10/07/03 15:44:58 WARN ipc.Client: Exception encountered while connecting to the server: javax.security.sasl.SaslException: GSS initiate failed [Caused by GSSException: No valid credentials provided (Mechanism level: Failed to find any Kerberos tgt)]

Bad connection to FS. command aborted. exception: Call to localhost/127.0.0.1:80 20 failed on local exception: java.io.IOException: javax.security.sasl.SaslExcep tion: GSS initiate failed [Caused by GSSException: No valid credentials provided (Mechanism level: Failed to find any Kerberos tgt)]




The operation fails because we don’t have a Kerberos ticket. We can get one by authenticating to the KDC, using kinit:

% kinit
Password for hadoop-user@LOCALDOMAIN: password
% hadoop fs -put quangle.txt .
% hadoop fs -stat %n quangle.txt
quangle.txt

And we see that the file is successfully written to HDFS. Notice that even though we carried out two filesystem commands, we only needed to call kinit once, since the Kerberos ticket is valid for 10 hours (use the klist command to see the expiry time of your tickets and kdestroy to invalidate your tickets). After we get a ticket, everything works just as it normally would.


Instead of using the three-step Kerberos ticket exchange protocol to authenticate each call, which would present a high load on the KDC on a busy cluster, Hadoop uses delegation tokens to allow later authenticated access without having to contact the KDC again. Delegation tokens are created and used transparently by Hadoop on behalf of users, so there’s no action you need to take as a user beyond using kinit to sign in, but it’s useful to have a basic idea of how they are used.


A delegation token is generated by the server (the namenode in this case) and can be thought of as a shared secret between the client and the server. On the first RPC call to the namenode, the client has no delegation token, so it uses Kerberos to authenticate, and as a part of the response it gets a delegation token from the namenode. In subsequent calls, it presents the delegation token, which the namenode can verify (since it generated it using a secret key), and hence the client is authenticated to the server. When it wants to perform operations on HDFS blocks, the client uses a special kind of delegation token, called a block access token, that the namenode passes to the client in response to a metadata request. 
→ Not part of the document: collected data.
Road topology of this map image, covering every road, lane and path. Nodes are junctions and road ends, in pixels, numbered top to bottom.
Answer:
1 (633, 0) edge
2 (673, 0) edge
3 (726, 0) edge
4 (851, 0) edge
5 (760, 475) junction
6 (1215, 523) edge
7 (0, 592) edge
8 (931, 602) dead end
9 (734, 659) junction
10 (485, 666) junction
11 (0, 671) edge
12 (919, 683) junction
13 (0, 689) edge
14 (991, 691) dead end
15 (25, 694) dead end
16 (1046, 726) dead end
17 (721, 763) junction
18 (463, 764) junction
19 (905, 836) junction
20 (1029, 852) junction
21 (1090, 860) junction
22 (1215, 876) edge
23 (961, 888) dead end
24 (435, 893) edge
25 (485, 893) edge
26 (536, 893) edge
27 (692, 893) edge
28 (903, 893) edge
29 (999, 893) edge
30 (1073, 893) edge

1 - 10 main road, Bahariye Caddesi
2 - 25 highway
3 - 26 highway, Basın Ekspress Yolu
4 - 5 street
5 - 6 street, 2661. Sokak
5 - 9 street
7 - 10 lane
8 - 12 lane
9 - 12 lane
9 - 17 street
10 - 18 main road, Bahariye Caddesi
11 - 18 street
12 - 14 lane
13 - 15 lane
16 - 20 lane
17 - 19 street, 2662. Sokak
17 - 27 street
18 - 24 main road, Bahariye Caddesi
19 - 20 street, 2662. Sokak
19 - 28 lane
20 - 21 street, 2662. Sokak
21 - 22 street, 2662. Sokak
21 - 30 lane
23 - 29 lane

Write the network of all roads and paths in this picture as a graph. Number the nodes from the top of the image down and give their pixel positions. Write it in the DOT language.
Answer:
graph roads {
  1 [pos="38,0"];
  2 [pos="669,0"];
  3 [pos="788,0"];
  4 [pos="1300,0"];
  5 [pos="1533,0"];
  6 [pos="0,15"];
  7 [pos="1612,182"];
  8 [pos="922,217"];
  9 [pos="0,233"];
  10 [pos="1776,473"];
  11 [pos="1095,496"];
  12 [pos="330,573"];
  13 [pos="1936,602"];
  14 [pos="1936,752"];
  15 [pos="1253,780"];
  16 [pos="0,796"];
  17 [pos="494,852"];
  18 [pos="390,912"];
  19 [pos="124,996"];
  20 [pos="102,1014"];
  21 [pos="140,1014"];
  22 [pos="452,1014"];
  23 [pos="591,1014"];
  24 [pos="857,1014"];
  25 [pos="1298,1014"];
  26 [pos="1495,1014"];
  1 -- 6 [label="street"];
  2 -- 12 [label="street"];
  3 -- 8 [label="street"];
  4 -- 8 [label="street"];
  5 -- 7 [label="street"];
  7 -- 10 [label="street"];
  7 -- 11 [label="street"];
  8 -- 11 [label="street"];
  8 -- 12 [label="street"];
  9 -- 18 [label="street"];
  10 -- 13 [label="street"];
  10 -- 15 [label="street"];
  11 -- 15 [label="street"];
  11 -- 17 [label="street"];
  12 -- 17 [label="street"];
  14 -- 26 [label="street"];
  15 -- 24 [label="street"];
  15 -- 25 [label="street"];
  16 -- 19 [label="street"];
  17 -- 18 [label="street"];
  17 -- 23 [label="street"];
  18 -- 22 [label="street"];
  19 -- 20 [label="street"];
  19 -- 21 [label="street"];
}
The client uses the block access token to authenticate itself to datanodes. This is possible only because the namenode shares its secret key used to generate the block access token with datanodes (which it sends in heartbeat messages), so that they can verify block access tokens. Thus, an HDFS block may be accessed only by a client with a valid block access token from a namenode. This closes the security hole in unsecured Hadoop where only the block ID was needed to gain access to a block.